In this model, the coefficient on the dummy variable for transmission type is insignificant - indicating that the simple model suffered from omitted variable bias. In other words, the multiple regression model finds that the transmission type does not have a statistically significant effect on miles per gallon.
Residual Plot
The residual plot has no clear pattern, implying the multiple regression model fits the data well - but if we’re nitpicking, there are a few (minor) causes for concern:
- There’s some imbalance in the y-axis. Positive residuals were nearly as large as 6, but negative residuals weren’t larger than -3.5.
- The residuals appear to get (marginally) larger as the prediction goes from small to large, implying there may be heteroskedasticity.

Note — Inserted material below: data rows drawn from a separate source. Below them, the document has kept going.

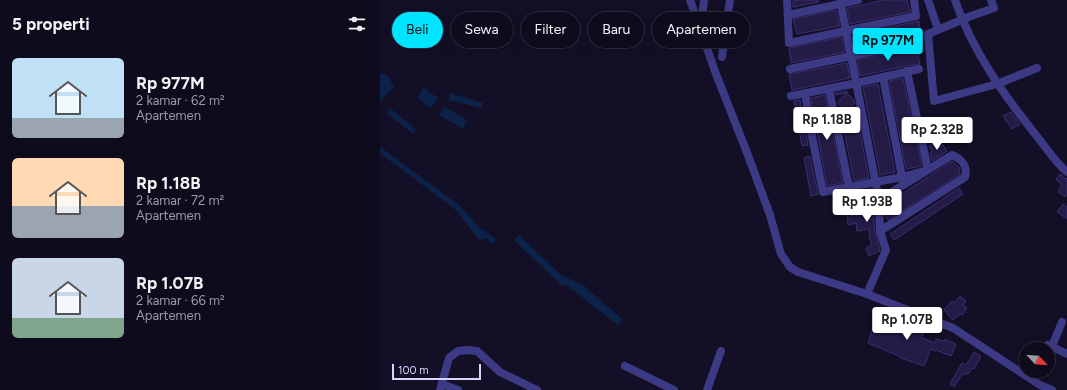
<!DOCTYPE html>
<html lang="id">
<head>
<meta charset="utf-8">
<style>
  :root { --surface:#0e0b1c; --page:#1c1929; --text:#f1f3f6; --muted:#9b9ba3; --line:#2e2b3b; --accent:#00e5ff }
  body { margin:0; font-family:Figtree,sans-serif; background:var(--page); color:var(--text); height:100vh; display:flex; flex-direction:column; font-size:15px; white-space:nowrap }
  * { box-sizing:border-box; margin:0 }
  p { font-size:13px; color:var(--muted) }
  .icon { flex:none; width:22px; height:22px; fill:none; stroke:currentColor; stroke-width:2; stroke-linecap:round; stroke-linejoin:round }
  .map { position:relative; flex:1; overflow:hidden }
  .sheet { display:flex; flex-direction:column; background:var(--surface); width:380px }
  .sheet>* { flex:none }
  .top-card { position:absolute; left:12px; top:12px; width:380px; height:36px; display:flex; gap:8px }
  .needle { width:26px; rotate:116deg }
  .controls { position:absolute; left:639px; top:342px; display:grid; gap:8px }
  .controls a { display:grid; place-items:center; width:36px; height:36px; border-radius:50%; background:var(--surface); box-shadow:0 4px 16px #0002,0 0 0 1px var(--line); font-size:20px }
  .scale { position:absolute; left:12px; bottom:10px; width:89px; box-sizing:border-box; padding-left:4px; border:2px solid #d9d4ff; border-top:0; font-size:11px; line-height:14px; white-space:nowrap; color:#d9d4ff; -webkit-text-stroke:3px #130f26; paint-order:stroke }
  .price { position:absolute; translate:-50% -34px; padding:0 9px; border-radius:4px; background:#fff; color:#222; font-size:13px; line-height:26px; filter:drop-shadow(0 1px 2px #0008) }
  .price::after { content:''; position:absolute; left:50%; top:24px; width:12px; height:9px; margin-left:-6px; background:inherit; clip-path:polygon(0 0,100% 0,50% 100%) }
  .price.current { background:var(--accent); color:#111 }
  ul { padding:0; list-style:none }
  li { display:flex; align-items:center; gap:12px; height:100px; padding:0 12px }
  li span { display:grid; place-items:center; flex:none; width:112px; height:80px; border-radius:6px; color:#555 }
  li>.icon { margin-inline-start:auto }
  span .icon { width:48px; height:48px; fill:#fffc; stroke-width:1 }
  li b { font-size:17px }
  h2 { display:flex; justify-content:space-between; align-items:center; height:48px; padding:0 12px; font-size:17px }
  .tag { padding:0 14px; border-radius:18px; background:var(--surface); box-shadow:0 4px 16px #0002,0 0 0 1px var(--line); font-size:14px; line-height:36px }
  .tag.current { background:var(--accent); color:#111 }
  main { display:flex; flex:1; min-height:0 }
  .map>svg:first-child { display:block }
</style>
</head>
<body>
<main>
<section class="sheet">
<h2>5 properti<svg class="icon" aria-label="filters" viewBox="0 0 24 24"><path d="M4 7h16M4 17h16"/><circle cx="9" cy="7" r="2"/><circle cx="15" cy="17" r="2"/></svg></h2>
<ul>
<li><span style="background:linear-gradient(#bfe0f5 75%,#9aa5b1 0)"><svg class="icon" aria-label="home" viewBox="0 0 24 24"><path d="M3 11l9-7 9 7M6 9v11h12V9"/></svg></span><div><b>Rp 977M</b><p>2 kamar · 62 m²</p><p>Apartemen</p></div></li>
<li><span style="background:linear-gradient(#ffd9b3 60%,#9aa5b1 0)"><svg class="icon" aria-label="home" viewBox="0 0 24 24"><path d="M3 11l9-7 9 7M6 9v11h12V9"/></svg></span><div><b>Rp 1.18B</b><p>2 kamar · 72 m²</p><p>Apartemen</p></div></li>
<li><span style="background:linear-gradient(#c9d6e8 75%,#7fa58c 0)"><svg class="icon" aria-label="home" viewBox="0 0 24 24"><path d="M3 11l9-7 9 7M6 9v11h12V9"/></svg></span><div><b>Rp 1.07B</b><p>2 kamar · 66 m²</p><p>Apartemen</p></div></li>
</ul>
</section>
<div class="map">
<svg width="687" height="390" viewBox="0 0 687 390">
  <rect width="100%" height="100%" fill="#130f26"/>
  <g fill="#0c2248">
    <path d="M0 72 2 74H7L14 87 0 101Z"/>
    <path d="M44 88 58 98 51 108 37 98Z"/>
    <path d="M70 93 103 103 101 108 69 100Z"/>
    <path d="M65 107 87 120 83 129 59 115Z"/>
    <path d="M10 108 36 130 33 134 7 113Z"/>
    <path d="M0 147 79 205 101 229 116 239 113 244 107 238 99 240 76 210 0 153Z"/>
    <path d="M139 235 181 275 203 285 243 320 238 325 197 293 186 285 182 286 134 240Z"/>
  </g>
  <g fill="#241b47" stroke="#3b2d73">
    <path d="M418 0H438L439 2 413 7V1Z"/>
    <path d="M504 0H527L530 12 470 24 467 8Z"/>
    <path d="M456 10 460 26 417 34 413 19Z"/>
    <path d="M539 21 541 36 475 50 472 35Z"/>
    <path d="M462 37 465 52 411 63 409 48Z"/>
    <path d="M537 48 540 64 526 66 480 76 477 60Z"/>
    <path d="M467 63 470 78 412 90 409 74Z"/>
    <path d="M523 78 542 166 526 169 509 81Z"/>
    <path d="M498 84 515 172 500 175 483 87Z"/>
    <path d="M467 91V93L474 100 475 104 466 112 457 102 467 93 456 95 455 93Z"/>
    <path d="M445 95 463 183 447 186 431 98Z"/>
    <path d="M420 100 428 145 422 146 414 101Z"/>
    <path d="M631 112 640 124 632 129 623 116Z"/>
    <path d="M479 127 489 178 474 181 464 130Z"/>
    <path d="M555 142 559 148 563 145 567 151 552 161 550 153 552 151 549 146Z"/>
    <path d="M430 156 438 194 431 196 424 158Z"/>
    <path d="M572 161 579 167 580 174 508 220 505 216 510 213 505 205Z"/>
    <path d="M680 174 686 179 687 178V193L685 197 678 192 682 185 676 179Z"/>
    <path d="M491 188 495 231 500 250V251L489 256 486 248 492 245 490 240 489 229 477 231 476 223 468 225 467 215 487 211 485 190Z"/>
    <path d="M579 188 583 194 514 240 510 234Z"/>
    <path d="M683 204 687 207V219L677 212Z"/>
    <path d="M580 296 586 301 583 305 587 308 582 315 580 314 573 320 568 315H569L564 310 572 301 574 303Z"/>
    <path d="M512 314 518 317 516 324 531 330 535 321 539 322 538 327 544 330 542 338 555 343 556 339 565 341V339L576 344 571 356 556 350V351L551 349 544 366 521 358V357L488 343 496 319 509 323Z"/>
    <path d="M594 352 601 356 594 369 592 368 588 374 587 373 586 375 583 373 574 387 570 384 582 363 586 365Z"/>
  </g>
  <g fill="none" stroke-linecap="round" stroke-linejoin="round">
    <g stroke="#3d3a85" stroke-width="8">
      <path d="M310 0 336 74 366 150 390 215 401 254 410 267 418 272 487 294 573 328 660 385 672 390"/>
      <path d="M407 0 409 43 536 16 534 0"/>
      <path d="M460 0 499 200 500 231 506 250 487 294"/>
      <path d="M548 0 558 29"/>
      <path d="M575 0C592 51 626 98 659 139 668 150 676 163 687 172"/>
      <path d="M611 0 614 8 591 16 548 34 554 101 617 84 657 68"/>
      <path d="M408 15 478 0"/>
      <path d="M321 27 324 0"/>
      <path d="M342 57 350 0"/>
      <path d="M410 69 538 42"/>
      <path d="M503 77 523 182"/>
      <path d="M449 89 469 187"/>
      <path d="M425 93 431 131 443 192 522 177 548 170 527 71"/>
      <path d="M411 96 477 83 539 69"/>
      <path d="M499 200 572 155C582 159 588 167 585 177L500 231"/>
      <path d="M668 345 687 354"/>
      <path d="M672 346 682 322"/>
      <path d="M245 366 294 390"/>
      <path d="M62 384 78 390"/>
      <path d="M60 390 69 358 78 351 87 350 97 351 120 372 157 390"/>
      <path d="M327 390 341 351"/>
    </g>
  </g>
</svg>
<div class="controls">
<a><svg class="needle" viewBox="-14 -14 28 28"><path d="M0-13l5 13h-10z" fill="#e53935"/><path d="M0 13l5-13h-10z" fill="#9b9ba3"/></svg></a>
</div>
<div class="scale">100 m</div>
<b class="price current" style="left:508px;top:62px">Rp 977M</b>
<b class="price" style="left:447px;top:141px">Rp 1.18B</b>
<b class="price" style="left:557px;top:151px">Rp 2.32B</b>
<b class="price" style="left:487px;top:223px">Rp 1.93B</b>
<b class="price" style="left:527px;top:341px">Rp 1.07B</b>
<div class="top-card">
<a class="tag current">Beli</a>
<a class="tag">Sewa</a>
<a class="tag">Filter</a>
<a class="tag">Baru</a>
<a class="tag">Apartemen</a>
</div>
</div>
</main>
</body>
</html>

In this case, these causes for concern are so minor that they’re not worth acting upon. They’ve only been pointed out to demonstrate some understanding of how to analyze a residual plot.
Conclusion
The coefficient on the transmission variable is not statistically significant once we control for other factors that affect miles per gallon, such as the weight of the car and the number of cylinders.
As a result, we cannot say whether an automatic or manual transmission is better for mpg, and we cannot quantify the difference in mpg between the two transmission types with any confidence.
It’s worth noting that it’s not difficult to “p-hack” this model with a combination of regressors that indicates that transmission type has a significant effect on miles per gallon. In reality, the transmission type likely has some sort of effect on miles per gallon, but neither the model I’ve constructed here nor a model that uses all of the regressors (not included in analysis) show a statistically significant effect.